On the insurgent video, a hooded man claiming to represent a group called the Islamic Army in Iraq shows how a satellite image was used to map out the attack route, circling the point of contact.
"This is clearly a military map of some sort," Ware said while watching the video. "That's an e-mail, and that's a Blackwater letterhead," he said. "It's got the names of the recipients, the date.' "
Also shown on the videotape are the possessions of the dead contractors.
Frightening access to world of insurgents
Ware's life changed when he received a tape of a Pakistani hostage after more than a year of reporting on the insurgency.
"Since they gave me the hostage tape 10 days ago -- the first Westerner to get a hostage tape -- it's like that was them opening up," he said. "And in the 10 days that's followed, I've been getting access that's quite frightening. And in the last three days, I've received seven new tapes from different parts of the resistance -- Islamic guerillas, Iraqi nationalists and independents."
TIME reporter Michael Ware: "This is far more serious, organized, committed, than many of us realized."
One tape contains what a group called Unity and Jihad, led by most-wanted terrorist Abu Musab al-Zarqawi, claims is a start-to-finish attack videotape.

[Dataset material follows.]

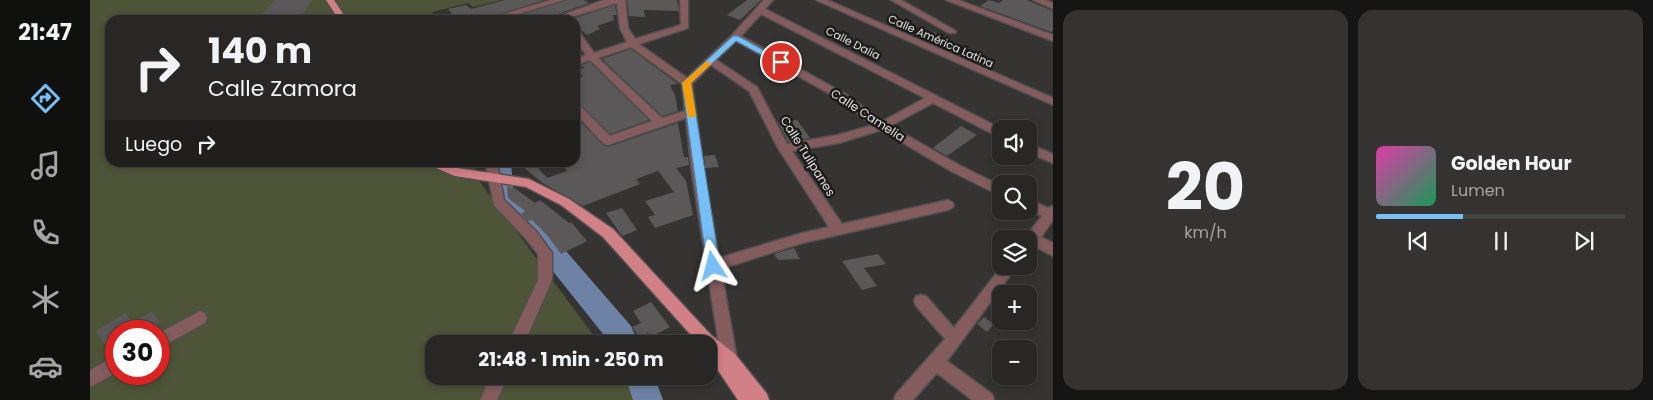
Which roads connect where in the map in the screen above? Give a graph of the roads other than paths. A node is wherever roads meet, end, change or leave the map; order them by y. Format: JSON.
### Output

"They have reached a level of organization and sophistication that we have not seen previously," Ware said. "They have become incredibly savvy."
What's said to be an al-Zarqawi camera captures the sequence of a suicide bomber making his videotaped living will, bidding farewell to fellow insurgents and then boarding a tanker that is wired to 3.5 tons of explosives. The truck drives off and later a huge explosion is seen.
Another recorded incident backs up al-Zarqawi's claim of responsibility for the assassination of Izzedine Salam, chairman of the U.S.-appointed Iraqi Governing Council, on June 14.
That video, TIME magazine reports, shows the convoy carrying the official entering Baghdad and then a huge explosion. While other witnesses turn their backs to the force and heat of the car bomb blast, the cameraman zooms in to capture the horror of the moment.
Ware said the videotapes shed light on the culture and the mindset of the insurgent groups. And he knows he's treading on dangerous ground.
"I certainly go out there and expose myself. I've been to the safe houses. I surrender myself to their control. I've sat in living rooms face-to-face with these men," he said.
"Maybe I am too close to all of this. I've been this close, and it terrifies me. It terrifies me on a personal level and it terrifies me in terms of what we are up against. This is far more serious, far more organized, committed, than many of us realized."
Ware denies he's being used by terror groups and said he filters what he learns, regardless of the source.
This explosion appears on one of the tapes passed to Ware.
''This kind of thing is never easy or comfortable," he said. "It doesn't sit well with you as a human being on many levels. But that's what covering a war is like: It has two sides. I feel an obligation to discover as much as I can about both sides. I feel that's what we're here to do."
Still, there are things Ware said he would not do. He said he would not do anything that could be seen as promoting or encouraging kidnappings or attacks. And he said he would not knowingly become an eyewitness to such incidents.
"I think if you had forewarning and you went to join them, I think that would be be something very close to crossing the line.
He said just getting a hostage videotape brought him close to that line.
"Giving some poor fellow three days to live -- that made me a participant," Ware said. "I made it very clear after that: I want nothing more to do with any hostage tapes. Any that you give me will not see the light of day."
Ware also is concerned that he may be getting too close to the insurgents and that one day they may decide to shoot the man who helps them get their message out.
"I worry about that every waking moment and every sleeping dream," he said. "It terrifies me. Terrifies me on a personal level and it terrifies me in terms of what we are up against."